**EXERCISE AIM:**
Copy out each line featuring the string "Adlerweg" from the entries beneath.

**GIVEN RECORDS:**
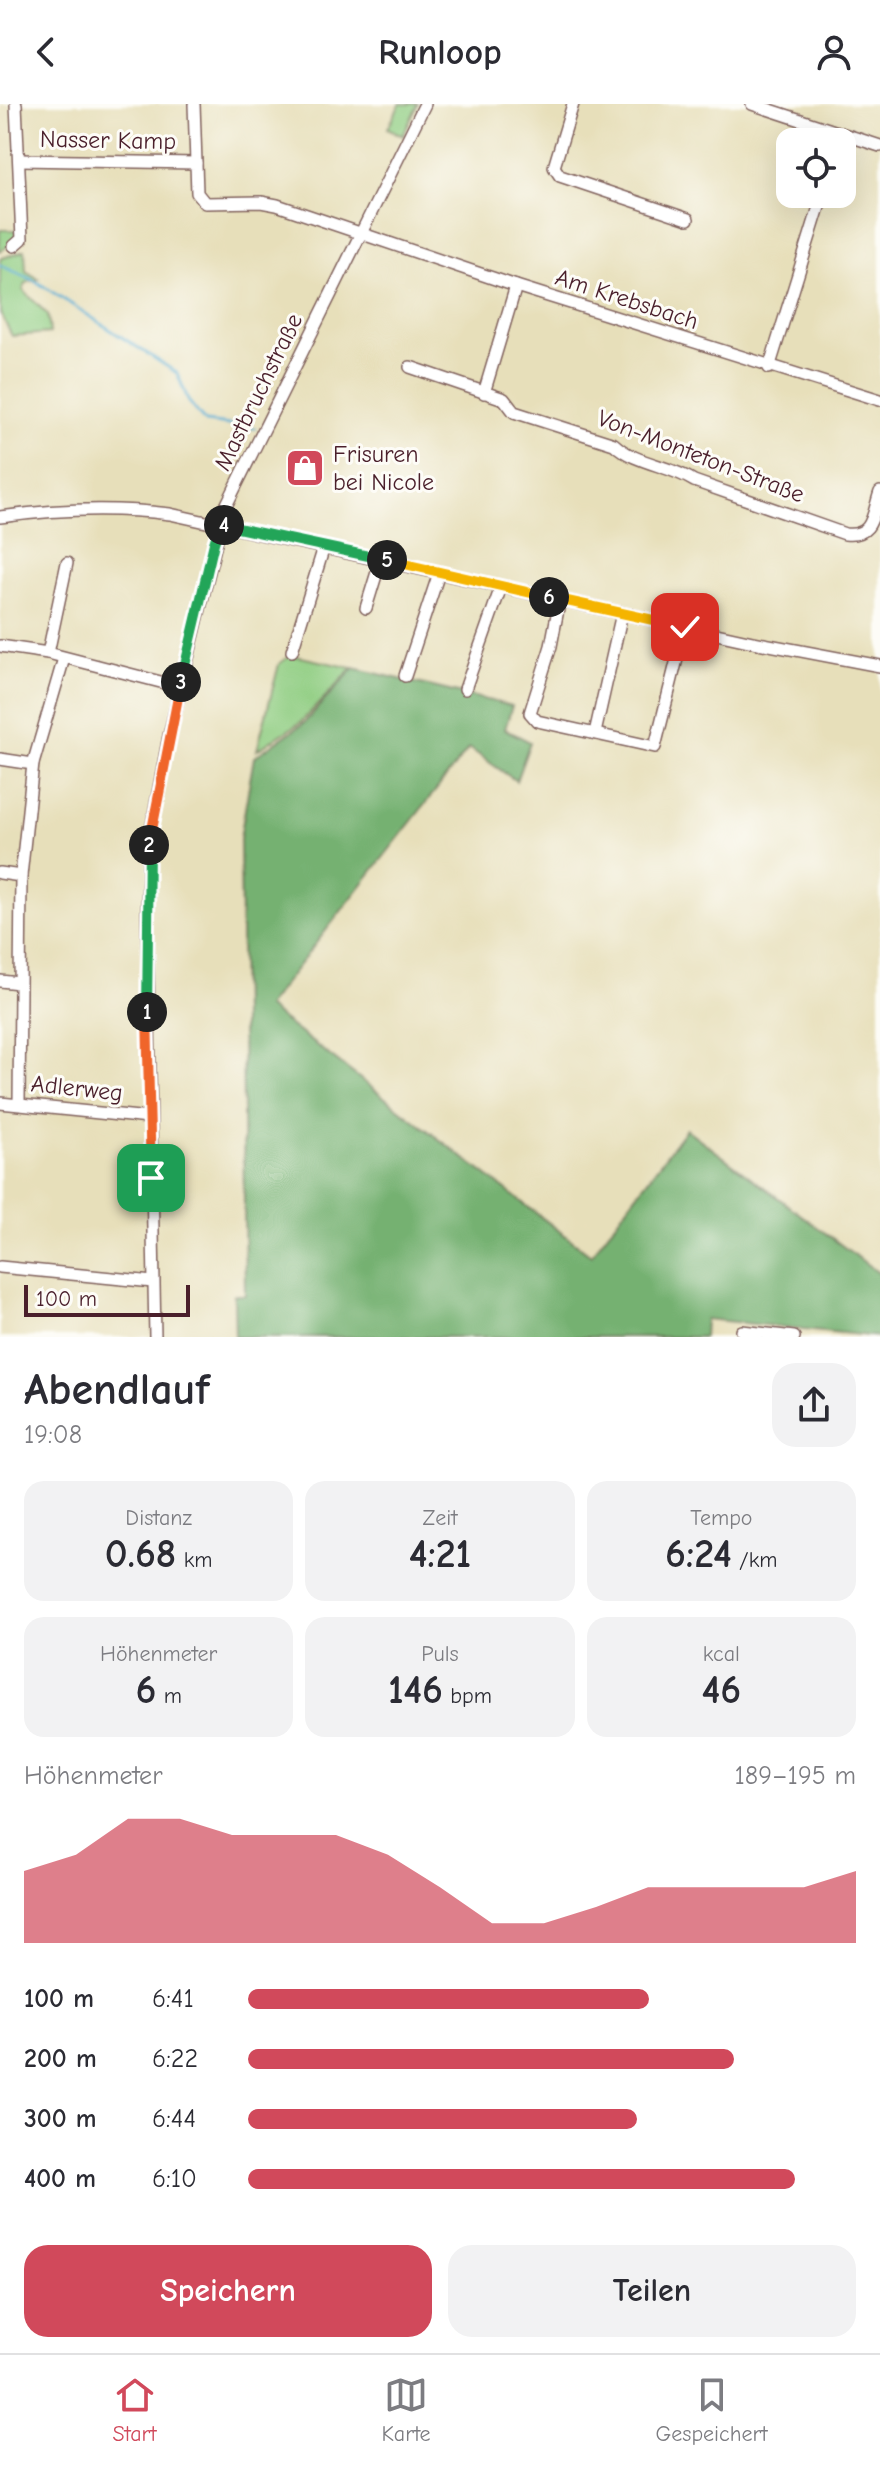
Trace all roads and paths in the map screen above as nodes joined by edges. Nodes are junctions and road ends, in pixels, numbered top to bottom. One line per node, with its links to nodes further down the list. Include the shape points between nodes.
1 (16, 104): 9 (street)
2 (194, 104): 10 (street, Nasser Kamp)
3 (425, 104): 13 (street, Mastbruchstraße)
4 (573, 104): 12 (street, via 554,167 560,176)
5 (752, 104): 6 (street)
6 (815, 128)
7 (856, 141): 8 (street)
8 (880, 146)
9 (19, 160): 10 (street, Nasser Kamp); 14 (street, via 22,239)
10 (196, 163): 13 (street, Nasser Kamp, via 197,193 205,203 277,205)
11 (819, 208): 17 (street)
12 (688, 219)
13 (363, 235): 15 (street, Am Krebsbach); 22 (street, Mastbruchstraße)
14 (14, 246)
15 (516, 286): 17 (street, Am Krebsbach); 18 (street)
16 (410, 367): 18 (street, Von-Monteton-Straße)
17 (769, 368): 19 (street, Am Krebsbach)
18 (484, 393): 20 (street, Von-Monteton-Straße, via 504,399 514,412 614,444 694,481 845,534 859,536 867,530)
19 (880, 400)
20 (880, 492)
21 (0, 517): 22 (street, via 118,509)
22 (220, 525): 23 (street); 38 (street, Mastbruchstraße)
23 (324, 547): 24 (street); 33 (street)
24 (381, 559): 26 (street); 29 (street)
25 (67, 563): 34 (street)
26 (439, 573): 27 (street); 37 (street)
27 (501, 587): 28 (street); 39 (street)
28 (560, 599): 30 (street); 40 (street, via 530,713 537,721)
29 (366, 608)
30 (622, 613): 31 (street); 40 (street)
31 (685, 627): 36 (street); 40 (street, via 655,747)
32 (0, 646): 34 (street)
33 (292, 651)
34 (48, 653): 35 (street)
35 (64, 658): 38 (street); 42 (street)
36 (880, 666)
37 (405, 676)
38 (180, 687): 49 (street, Mastbruchstraße, via 149,841)
39 (465, 689)
40 (595, 733)
41 (0, 759): 42 (street)
42 (33, 764): 44 (street)
43 (0, 873): 44 (street)
44 (21, 876): 46 (street)
45 (0, 981): 46 (street)
46 (19, 983): 48 (street)
47 (0, 1103): 48 (street, Adlerweg)
48 (19, 1104): 49 (street, Adlerweg)
49 (149, 1118): 51 (street, Mastbruchstraße)
50 (0, 1267): 51 (street)
51 (153, 1282): 54 (street, Mastbruchstraße)
52 (742, 1331): 53 (street)
53 (760, 1334): 55 (street)
54 (155, 1337)
55 (794, 1337)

**RESPONSE TO THIS TASK:**
47 (0, 1103): 48 (street, Adlerweg)
48 (19, 1104): 49 (street, Adlerweg)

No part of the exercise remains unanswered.